RECORDS FOR PROCESSING =
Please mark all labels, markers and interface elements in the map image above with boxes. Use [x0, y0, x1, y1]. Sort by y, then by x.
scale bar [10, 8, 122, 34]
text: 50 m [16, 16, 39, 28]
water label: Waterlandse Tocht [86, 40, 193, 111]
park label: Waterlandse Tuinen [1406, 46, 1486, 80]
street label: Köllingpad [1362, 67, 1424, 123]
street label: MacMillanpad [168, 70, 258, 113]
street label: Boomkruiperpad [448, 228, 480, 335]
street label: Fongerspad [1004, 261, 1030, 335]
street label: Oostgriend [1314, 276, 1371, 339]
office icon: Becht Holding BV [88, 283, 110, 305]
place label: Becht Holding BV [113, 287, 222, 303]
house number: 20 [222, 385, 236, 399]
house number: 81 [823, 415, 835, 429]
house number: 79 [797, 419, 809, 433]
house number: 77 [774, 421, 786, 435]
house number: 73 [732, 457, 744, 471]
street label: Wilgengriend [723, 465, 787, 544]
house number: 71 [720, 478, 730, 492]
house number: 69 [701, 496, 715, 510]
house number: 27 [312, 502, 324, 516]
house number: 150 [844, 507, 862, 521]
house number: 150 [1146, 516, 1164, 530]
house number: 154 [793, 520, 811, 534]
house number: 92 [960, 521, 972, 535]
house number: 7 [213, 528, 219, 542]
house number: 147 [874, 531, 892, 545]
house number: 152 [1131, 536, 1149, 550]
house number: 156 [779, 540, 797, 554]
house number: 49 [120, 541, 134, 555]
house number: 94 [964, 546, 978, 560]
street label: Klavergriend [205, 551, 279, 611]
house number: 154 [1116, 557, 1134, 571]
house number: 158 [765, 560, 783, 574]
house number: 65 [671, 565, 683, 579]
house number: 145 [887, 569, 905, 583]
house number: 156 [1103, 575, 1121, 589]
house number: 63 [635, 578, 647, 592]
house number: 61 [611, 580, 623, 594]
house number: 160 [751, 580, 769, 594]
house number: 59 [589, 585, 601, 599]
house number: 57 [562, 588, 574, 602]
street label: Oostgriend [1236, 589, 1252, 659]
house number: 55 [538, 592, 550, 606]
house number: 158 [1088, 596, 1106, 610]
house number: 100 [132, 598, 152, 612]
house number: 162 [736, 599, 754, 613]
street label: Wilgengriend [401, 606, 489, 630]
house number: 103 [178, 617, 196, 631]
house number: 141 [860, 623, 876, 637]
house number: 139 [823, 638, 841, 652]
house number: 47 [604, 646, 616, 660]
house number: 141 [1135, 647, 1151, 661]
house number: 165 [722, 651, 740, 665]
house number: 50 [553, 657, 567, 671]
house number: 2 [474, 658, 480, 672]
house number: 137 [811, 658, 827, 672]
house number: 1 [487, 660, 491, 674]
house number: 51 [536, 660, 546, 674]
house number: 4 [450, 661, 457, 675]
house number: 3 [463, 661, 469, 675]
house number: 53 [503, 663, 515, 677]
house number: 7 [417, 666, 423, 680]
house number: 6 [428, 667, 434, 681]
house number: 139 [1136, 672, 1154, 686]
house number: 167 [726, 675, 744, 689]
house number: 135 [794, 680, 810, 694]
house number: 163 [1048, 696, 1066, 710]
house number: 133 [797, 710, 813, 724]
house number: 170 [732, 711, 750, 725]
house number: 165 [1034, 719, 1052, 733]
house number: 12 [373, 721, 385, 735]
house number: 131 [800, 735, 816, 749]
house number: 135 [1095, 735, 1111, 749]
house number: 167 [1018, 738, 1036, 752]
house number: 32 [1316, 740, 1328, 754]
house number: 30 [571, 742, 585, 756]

WHAT IS NEEDED = Return the entries above exactly, each one complete.

SOLVED PROBLEM =
Please mark all labels, markers and interface elements in the map image above with boxes. Use [x0, y0, x1, y1]. Sort by y, then by x.
scale bar [10, 8, 122, 34]
text: 50 m [16, 16, 39, 28]
water label: Waterlandse Tocht [86, 40, 193, 111]
park label: Waterlandse Tuinen [1406, 46, 1486, 80]
street label: Köllingpad [1362, 67, 1424, 123]
street label: MacMillanpad [168, 70, 258, 113]
street label: Boomkruiperpad [448, 228, 480, 335]
street label: Fongerspad [1004, 261, 1030, 335]
street label: Oostgriend [1314, 276, 1371, 339]
office icon: Becht Holding BV [88, 283, 110, 305]
place label: Becht Holding BV [113, 287, 222, 303]
house number: 20 [222, 385, 236, 399]
house number: 81 [823, 415, 835, 429]
house number: 79 [797, 419, 809, 433]
house number: 77 [774, 421, 786, 435]
house number: 73 [732, 457, 744, 471]
street label: Wilgengriend [723, 465, 787, 544]
house number: 71 [720, 478, 730, 492]
house number: 69 [701, 496, 715, 510]
house number: 27 [312, 502, 324, 516]
house number: 150 [844, 507, 862, 521]
house number: 150 [1146, 516, 1164, 530]
house number: 154 [793, 520, 811, 534]
house number: 92 [960, 521, 972, 535]
house number: 7 [213, 528, 219, 542]
house number: 147 [874, 531, 892, 545]
house number: 152 [1131, 536, 1149, 550]
house number: 156 [779, 540, 797, 554]
house number: 49 [120, 541, 134, 555]
house number: 94 [964, 546, 978, 560]
street label: Klavergriend [205, 551, 279, 611]
house number: 154 [1116, 557, 1134, 571]
house number: 158 [765, 560, 783, 574]
house number: 65 [671, 565, 683, 579]
house number: 145 [887, 569, 905, 583]
house number: 156 [1103, 575, 1121, 589]
house number: 63 [635, 578, 647, 592]
house number: 61 [611, 580, 623, 594]
house number: 160 [751, 580, 769, 594]
house number: 59 [589, 585, 601, 599]
house number: 57 [562, 588, 574, 602]
street label: Oostgriend [1236, 589, 1252, 659]
house number: 55 [538, 592, 550, 606]
house number: 158 [1088, 596, 1106, 610]
house number: 100 [132, 598, 152, 612]
house number: 162 [736, 599, 754, 613]
street label: Wilgengriend [401, 606, 489, 630]
house number: 103 [178, 617, 196, 631]
house number: 141 [860, 623, 876, 637]
house number: 139 [823, 638, 841, 652]
house number: 47 [604, 646, 616, 660]
house number: 141 [1135, 647, 1151, 661]
house number: 165 [722, 651, 740, 665]
house number: 50 [553, 657, 567, 671]
house number: 2 [474, 658, 480, 672]
house number: 137 [811, 658, 827, 672]
house number: 1 [487, 660, 491, 674]
house number: 51 [536, 660, 546, 674]
house number: 4 [450, 661, 457, 675]
house number: 3 [463, 661, 469, 675]
house number: 53 [503, 663, 515, 677]
house number: 7 [417, 666, 423, 680]
house number: 6 [428, 667, 434, 681]
house number: 139 [1136, 672, 1154, 686]
house number: 167 [726, 675, 744, 689]
house number: 135 [794, 680, 810, 694]
house number: 163 [1048, 696, 1066, 710]
house number: 133 [797, 710, 813, 724]
house number: 170 [732, 711, 750, 725]
house number: 165 [1034, 719, 1052, 733]
house number: 12 [373, 721, 385, 735]
house number: 131 [800, 735, 816, 749]
house number: 135 [1095, 735, 1111, 749]
house number: 167 [1018, 738, 1036, 752]
house number: 32 [1316, 740, 1328, 754]
house number: 30 [571, 742, 585, 756]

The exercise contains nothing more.